=== Records for this task ===

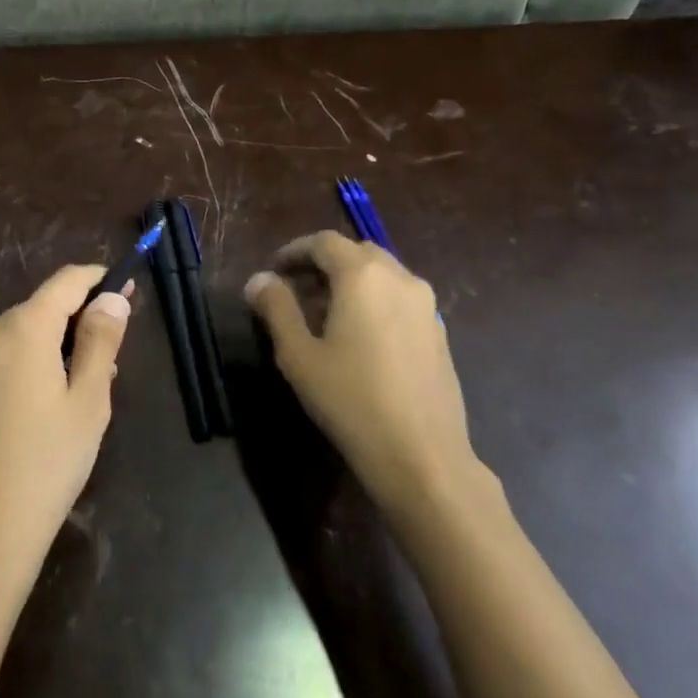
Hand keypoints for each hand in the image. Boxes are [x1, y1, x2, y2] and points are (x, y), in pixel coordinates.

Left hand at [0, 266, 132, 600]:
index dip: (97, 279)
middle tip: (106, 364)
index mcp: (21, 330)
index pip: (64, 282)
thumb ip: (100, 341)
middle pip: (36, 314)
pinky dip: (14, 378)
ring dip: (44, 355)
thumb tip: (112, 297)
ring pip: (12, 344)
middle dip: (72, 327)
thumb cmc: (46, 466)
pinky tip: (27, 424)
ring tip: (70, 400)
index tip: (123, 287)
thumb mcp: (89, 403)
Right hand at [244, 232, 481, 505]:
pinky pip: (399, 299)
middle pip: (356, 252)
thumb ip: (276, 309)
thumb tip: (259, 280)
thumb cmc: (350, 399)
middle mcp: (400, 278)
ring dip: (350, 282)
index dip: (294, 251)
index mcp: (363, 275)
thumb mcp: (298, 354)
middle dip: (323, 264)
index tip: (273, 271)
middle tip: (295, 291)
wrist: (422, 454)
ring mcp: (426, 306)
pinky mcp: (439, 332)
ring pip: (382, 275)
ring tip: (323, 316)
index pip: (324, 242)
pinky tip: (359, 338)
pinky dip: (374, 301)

===

What is required
In the records above, how many lines contain the word "middle"? State only the number.

Exercise result
7